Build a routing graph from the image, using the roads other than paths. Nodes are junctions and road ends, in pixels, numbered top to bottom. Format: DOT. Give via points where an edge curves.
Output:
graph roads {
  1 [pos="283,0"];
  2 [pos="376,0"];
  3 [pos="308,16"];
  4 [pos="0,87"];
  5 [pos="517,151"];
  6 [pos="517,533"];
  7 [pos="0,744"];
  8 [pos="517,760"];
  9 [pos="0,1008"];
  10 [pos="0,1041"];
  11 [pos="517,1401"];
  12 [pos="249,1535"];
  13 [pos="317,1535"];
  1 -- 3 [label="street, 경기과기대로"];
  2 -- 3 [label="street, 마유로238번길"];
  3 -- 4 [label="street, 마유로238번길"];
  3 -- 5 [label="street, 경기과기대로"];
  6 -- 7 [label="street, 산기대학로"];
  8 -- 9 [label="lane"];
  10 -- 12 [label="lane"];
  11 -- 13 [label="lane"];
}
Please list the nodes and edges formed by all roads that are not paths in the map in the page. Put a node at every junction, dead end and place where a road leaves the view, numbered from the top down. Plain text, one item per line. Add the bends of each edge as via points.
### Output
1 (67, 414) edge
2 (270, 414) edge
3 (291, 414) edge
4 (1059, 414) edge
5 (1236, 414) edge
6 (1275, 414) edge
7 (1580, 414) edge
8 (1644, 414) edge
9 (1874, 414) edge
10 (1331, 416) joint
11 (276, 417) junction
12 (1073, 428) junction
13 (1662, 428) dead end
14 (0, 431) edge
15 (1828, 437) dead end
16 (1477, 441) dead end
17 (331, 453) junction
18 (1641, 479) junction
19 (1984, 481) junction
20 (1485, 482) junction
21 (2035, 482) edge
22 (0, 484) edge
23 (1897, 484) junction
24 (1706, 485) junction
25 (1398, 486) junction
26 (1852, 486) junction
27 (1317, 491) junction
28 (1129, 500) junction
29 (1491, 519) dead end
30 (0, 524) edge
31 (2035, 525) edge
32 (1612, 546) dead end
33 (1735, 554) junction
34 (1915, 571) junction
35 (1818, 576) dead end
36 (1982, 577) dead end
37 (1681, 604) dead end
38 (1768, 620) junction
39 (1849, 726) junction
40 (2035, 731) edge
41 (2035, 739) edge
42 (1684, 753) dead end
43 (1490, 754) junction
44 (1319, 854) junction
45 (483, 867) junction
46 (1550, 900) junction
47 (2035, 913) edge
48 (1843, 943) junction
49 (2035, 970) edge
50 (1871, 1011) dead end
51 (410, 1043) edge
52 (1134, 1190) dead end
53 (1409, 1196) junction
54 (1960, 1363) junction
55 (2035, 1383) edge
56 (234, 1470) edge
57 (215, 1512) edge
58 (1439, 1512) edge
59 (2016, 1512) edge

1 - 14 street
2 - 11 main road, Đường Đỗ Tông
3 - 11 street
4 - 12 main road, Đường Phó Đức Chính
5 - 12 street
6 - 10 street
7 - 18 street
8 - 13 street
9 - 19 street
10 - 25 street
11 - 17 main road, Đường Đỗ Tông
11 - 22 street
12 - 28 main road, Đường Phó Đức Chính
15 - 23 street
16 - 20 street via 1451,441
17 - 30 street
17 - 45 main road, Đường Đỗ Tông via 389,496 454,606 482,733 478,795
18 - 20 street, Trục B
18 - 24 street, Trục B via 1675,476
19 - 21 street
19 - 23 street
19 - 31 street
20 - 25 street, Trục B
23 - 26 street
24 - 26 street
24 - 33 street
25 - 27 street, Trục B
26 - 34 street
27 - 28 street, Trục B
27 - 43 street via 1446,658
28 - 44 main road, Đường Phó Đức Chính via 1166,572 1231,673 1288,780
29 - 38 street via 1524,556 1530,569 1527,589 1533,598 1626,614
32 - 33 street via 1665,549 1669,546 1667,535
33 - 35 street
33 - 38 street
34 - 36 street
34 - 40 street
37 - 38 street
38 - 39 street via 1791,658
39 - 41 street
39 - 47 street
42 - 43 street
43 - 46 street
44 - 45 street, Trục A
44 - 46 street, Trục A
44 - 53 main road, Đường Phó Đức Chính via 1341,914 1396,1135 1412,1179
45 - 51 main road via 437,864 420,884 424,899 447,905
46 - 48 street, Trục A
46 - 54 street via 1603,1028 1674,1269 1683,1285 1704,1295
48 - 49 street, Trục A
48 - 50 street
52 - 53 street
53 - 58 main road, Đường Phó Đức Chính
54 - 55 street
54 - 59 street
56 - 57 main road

┄┄┄┄┄┄

# Requirement
Nothing in the entries above may be left out; retype them all exactly.

# Answer for the task
Build a routing graph from the image, using the roads other than paths. Nodes are junctions and road ends, in pixels, numbered top to bottom. Format: DOT. Give via points where an edge curves.
Output:
graph roads {
  1 [pos="283,0"];
  2 [pos="376,0"];
  3 [pos="308,16"];
  4 [pos="0,87"];
  5 [pos="517,151"];
  6 [pos="517,533"];
  7 [pos="0,744"];
  8 [pos="517,760"];
  9 [pos="0,1008"];
  10 [pos="0,1041"];
  11 [pos="517,1401"];
  12 [pos="249,1535"];
  13 [pos="317,1535"];
  1 -- 3 [label="street, 경기과기대로"];
  2 -- 3 [label="street, 마유로238번길"];
  3 -- 4 [label="street, 마유로238번길"];
  3 -- 5 [label="street, 경기과기대로"];
  6 -- 7 [label="street, 산기대학로"];
  8 -- 9 [label="lane"];
  10 -- 12 [label="lane"];
  11 -- 13 [label="lane"];
}
Please list the nodes and edges formed by all roads that are not paths in the map in the page. Put a node at every junction, dead end and place where a road leaves the view, numbered from the top down. Plain text, one item per line. Add the bends of each edge as via points.
### Output
1 (67, 414) edge
2 (270, 414) edge
3 (291, 414) edge
4 (1059, 414) edge
5 (1236, 414) edge
6 (1275, 414) edge
7 (1580, 414) edge
8 (1644, 414) edge
9 (1874, 414) edge
10 (1331, 416) joint
11 (276, 417) junction
12 (1073, 428) junction
13 (1662, 428) dead end
14 (0, 431) edge
15 (1828, 437) dead end
16 (1477, 441) dead end
17 (331, 453) junction
18 (1641, 479) junction
19 (1984, 481) junction
20 (1485, 482) junction
21 (2035, 482) edge
22 (0, 484) edge
23 (1897, 484) junction
24 (1706, 485) junction
25 (1398, 486) junction
26 (1852, 486) junction
27 (1317, 491) junction
28 (1129, 500) junction
29 (1491, 519) dead end
30 (0, 524) edge
31 (2035, 525) edge
32 (1612, 546) dead end
33 (1735, 554) junction
34 (1915, 571) junction
35 (1818, 576) dead end
36 (1982, 577) dead end
37 (1681, 604) dead end
38 (1768, 620) junction
39 (1849, 726) junction
40 (2035, 731) edge
41 (2035, 739) edge
42 (1684, 753) dead end
43 (1490, 754) junction
44 (1319, 854) junction
45 (483, 867) junction
46 (1550, 900) junction
47 (2035, 913) edge
48 (1843, 943) junction
49 (2035, 970) edge
50 (1871, 1011) dead end
51 (410, 1043) edge
52 (1134, 1190) dead end
53 (1409, 1196) junction
54 (1960, 1363) junction
55 (2035, 1383) edge
56 (234, 1470) edge
57 (215, 1512) edge
58 (1439, 1512) edge
59 (2016, 1512) edge

1 - 14 street
2 - 11 main road, Đường Đỗ Tông
3 - 11 street
4 - 12 main road, Đường Phó Đức Chính
5 - 12 street
6 - 10 street
7 - 18 street
8 - 13 street
9 - 19 street
10 - 25 street
11 - 17 main road, Đường Đỗ Tông
11 - 22 street
12 - 28 main road, Đường Phó Đức Chính
15 - 23 street
16 - 20 street via 1451,441
17 - 30 street
17 - 45 main road, Đường Đỗ Tông via 389,496 454,606 482,733 478,795
18 - 20 street, Trục B
18 - 24 street, Trục B via 1675,476
19 - 21 street
19 - 23 street
19 - 31 street
20 - 25 street, Trục B
23 - 26 street
24 - 26 street
24 - 33 street
25 - 27 street, Trục B
26 - 34 street
27 - 28 street, Trục B
27 - 43 street via 1446,658
28 - 44 main road, Đường Phó Đức Chính via 1166,572 1231,673 1288,780
29 - 38 street via 1524,556 1530,569 1527,589 1533,598 1626,614
32 - 33 street via 1665,549 1669,546 1667,535
33 - 35 street
33 - 38 street
34 - 36 street
34 - 40 street
37 - 38 street
38 - 39 street via 1791,658
39 - 41 street
39 - 47 street
42 - 43 street
43 - 46 street
44 - 45 street, Trục A
44 - 46 street, Trục A
44 - 53 main road, Đường Phó Đức Chính via 1341,914 1396,1135 1412,1179
45 - 51 main road via 437,864 420,884 424,899 447,905
46 - 48 street, Trục A
46 - 54 street via 1603,1028 1674,1269 1683,1285 1704,1295
48 - 49 street, Trục A
48 - 50 street
52 - 53 street
53 - 58 main road, Đường Phó Đức Chính
54 - 55 street
54 - 59 street
56 - 57 main road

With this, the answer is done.